START SUPPLIED INFORMATION
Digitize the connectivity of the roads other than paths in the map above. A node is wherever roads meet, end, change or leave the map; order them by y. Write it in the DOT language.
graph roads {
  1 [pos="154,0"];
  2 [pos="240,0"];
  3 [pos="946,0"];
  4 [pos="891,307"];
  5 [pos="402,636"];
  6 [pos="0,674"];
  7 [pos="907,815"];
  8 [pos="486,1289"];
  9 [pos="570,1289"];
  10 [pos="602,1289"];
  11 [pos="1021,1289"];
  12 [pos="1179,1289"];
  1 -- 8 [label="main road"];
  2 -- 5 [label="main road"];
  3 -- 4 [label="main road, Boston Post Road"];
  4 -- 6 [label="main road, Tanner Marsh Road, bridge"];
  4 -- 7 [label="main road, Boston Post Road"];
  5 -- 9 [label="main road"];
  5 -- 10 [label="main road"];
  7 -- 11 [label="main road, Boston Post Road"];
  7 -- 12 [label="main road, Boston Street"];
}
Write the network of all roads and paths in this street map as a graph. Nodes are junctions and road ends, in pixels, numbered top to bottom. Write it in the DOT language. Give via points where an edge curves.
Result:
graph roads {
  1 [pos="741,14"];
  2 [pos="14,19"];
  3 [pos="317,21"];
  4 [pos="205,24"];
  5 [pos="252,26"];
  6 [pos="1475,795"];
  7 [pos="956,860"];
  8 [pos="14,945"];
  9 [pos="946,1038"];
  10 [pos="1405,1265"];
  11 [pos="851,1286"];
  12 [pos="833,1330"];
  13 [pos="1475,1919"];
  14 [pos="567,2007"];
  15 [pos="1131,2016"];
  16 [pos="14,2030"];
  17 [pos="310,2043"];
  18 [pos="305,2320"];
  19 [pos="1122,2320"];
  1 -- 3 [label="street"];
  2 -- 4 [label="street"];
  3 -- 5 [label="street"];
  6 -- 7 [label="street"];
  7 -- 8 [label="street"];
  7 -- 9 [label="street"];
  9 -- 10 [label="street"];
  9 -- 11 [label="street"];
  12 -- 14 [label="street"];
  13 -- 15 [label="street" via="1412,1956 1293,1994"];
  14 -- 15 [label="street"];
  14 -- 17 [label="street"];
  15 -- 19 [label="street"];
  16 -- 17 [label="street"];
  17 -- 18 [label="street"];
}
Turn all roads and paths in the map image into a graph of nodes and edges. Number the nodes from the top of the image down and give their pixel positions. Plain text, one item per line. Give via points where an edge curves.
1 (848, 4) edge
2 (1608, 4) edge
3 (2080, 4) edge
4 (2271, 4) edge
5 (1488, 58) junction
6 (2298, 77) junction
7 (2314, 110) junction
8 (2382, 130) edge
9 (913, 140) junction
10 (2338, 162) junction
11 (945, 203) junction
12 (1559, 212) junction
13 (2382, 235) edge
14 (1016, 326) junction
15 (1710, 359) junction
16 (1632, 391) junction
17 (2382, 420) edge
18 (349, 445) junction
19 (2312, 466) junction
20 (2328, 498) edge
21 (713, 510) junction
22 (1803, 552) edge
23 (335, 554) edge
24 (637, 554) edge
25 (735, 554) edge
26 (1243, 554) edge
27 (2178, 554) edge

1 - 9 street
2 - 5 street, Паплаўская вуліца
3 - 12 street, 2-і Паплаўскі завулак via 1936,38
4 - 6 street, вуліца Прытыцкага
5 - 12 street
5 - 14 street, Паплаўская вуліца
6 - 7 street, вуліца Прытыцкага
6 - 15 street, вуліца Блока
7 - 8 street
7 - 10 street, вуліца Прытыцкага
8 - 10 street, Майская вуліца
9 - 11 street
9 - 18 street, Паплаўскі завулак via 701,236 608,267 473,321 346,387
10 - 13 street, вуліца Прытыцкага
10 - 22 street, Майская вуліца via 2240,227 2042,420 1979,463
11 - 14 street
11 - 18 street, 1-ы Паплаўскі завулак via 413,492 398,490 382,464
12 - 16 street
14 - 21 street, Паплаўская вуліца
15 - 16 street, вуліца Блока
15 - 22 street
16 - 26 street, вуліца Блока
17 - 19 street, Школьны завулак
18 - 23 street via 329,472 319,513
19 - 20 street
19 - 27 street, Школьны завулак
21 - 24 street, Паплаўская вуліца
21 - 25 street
END SUPPLIED INFORMATION
> [HOW TO COMPLETE THIS TASK] Copy out all of the records above with nothing altered.

> [EXPECTED ANSWER]
Digitize the connectivity of the roads other than paths in the map above. A node is wherever roads meet, end, change or leave the map; order them by y. Write it in the DOT language.
graph roads {
  1 [pos="154,0"];
  2 [pos="240,0"];
  3 [pos="946,0"];
  4 [pos="891,307"];
  5 [pos="402,636"];
  6 [pos="0,674"];
  7 [pos="907,815"];
  8 [pos="486,1289"];
  9 [pos="570,1289"];
  10 [pos="602,1289"];
  11 [pos="1021,1289"];
  12 [pos="1179,1289"];
  1 -- 8 [label="main road"];
  2 -- 5 [label="main road"];
  3 -- 4 [label="main road, Boston Post Road"];
  4 -- 6 [label="main road, Tanner Marsh Road, bridge"];
  4 -- 7 [label="main road, Boston Post Road"];
  5 -- 9 [label="main road"];
  5 -- 10 [label="main road"];
  7 -- 11 [label="main road, Boston Post Road"];
  7 -- 12 [label="main road, Boston Street"];
}
Write the network of all roads and paths in this street map as a graph. Nodes are junctions and road ends, in pixels, numbered top to bottom. Write it in the DOT language. Give via points where an edge curves.
Result:
graph roads {
  1 [pos="741,14"];
  2 [pos="14,19"];
  3 [pos="317,21"];
  4 [pos="205,24"];
  5 [pos="252,26"];
  6 [pos="1475,795"];
  7 [pos="956,860"];
  8 [pos="14,945"];
  9 [pos="946,1038"];
  10 [pos="1405,1265"];
  11 [pos="851,1286"];
  12 [pos="833,1330"];
  13 [pos="1475,1919"];
  14 [pos="567,2007"];
  15 [pos="1131,2016"];
  16 [pos="14,2030"];
  17 [pos="310,2043"];
  18 [pos="305,2320"];
  19 [pos="1122,2320"];
  1 -- 3 [label="street"];
  2 -- 4 [label="street"];
  3 -- 5 [label="street"];
  6 -- 7 [label="street"];
  7 -- 8 [label="street"];
  7 -- 9 [label="street"];
  9 -- 10 [label="street"];
  9 -- 11 [label="street"];
  12 -- 14 [label="street"];
  13 -- 15 [label="street" via="1412,1956 1293,1994"];
  14 -- 15 [label="street"];
  14 -- 17 [label="street"];
  15 -- 19 [label="street"];
  16 -- 17 [label="street"];
  17 -- 18 [label="street"];
}
Turn all roads and paths in the map image into a graph of nodes and edges. Number the nodes from the top of the image down and give their pixel positions. Plain text, one item per line. Give via points where an edge curves.
1 (848, 4) edge
2 (1608, 4) edge
3 (2080, 4) edge
4 (2271, 4) edge
5 (1488, 58) junction
6 (2298, 77) junction
7 (2314, 110) junction
8 (2382, 130) edge
9 (913, 140) junction
10 (2338, 162) junction
11 (945, 203) junction
12 (1559, 212) junction
13 (2382, 235) edge
14 (1016, 326) junction
15 (1710, 359) junction
16 (1632, 391) junction
17 (2382, 420) edge
18 (349, 445) junction
19 (2312, 466) junction
20 (2328, 498) edge
21 (713, 510) junction
22 (1803, 552) edge
23 (335, 554) edge
24 (637, 554) edge
25 (735, 554) edge
26 (1243, 554) edge
27 (2178, 554) edge

1 - 9 street
2 - 5 street, Паплаўская вуліца
3 - 12 street, 2-і Паплаўскі завулак via 1936,38
4 - 6 street, вуліца Прытыцкага
5 - 12 street
5 - 14 street, Паплаўская вуліца
6 - 7 street, вуліца Прытыцкага
6 - 15 street, вуліца Блока
7 - 8 street
7 - 10 street, вуліца Прытыцкага
8 - 10 street, Майская вуліца
9 - 11 street
9 - 18 street, Паплаўскі завулак via 701,236 608,267 473,321 346,387
10 - 13 street, вуліца Прытыцкага
10 - 22 street, Майская вуліца via 2240,227 2042,420 1979,463
11 - 14 street
11 - 18 street, 1-ы Паплаўскі завулак via 413,492 398,490 382,464
12 - 16 street
14 - 21 street, Паплаўская вуліца
15 - 16 street, вуліца Блока
15 - 22 street
16 - 26 street, вуліца Блока
17 - 19 street, Школьны завулак
18 - 23 street via 329,472 319,513
19 - 20 street
19 - 27 street, Школьны завулак
21 - 24 street, Паплаўская вуліца
21 - 25 street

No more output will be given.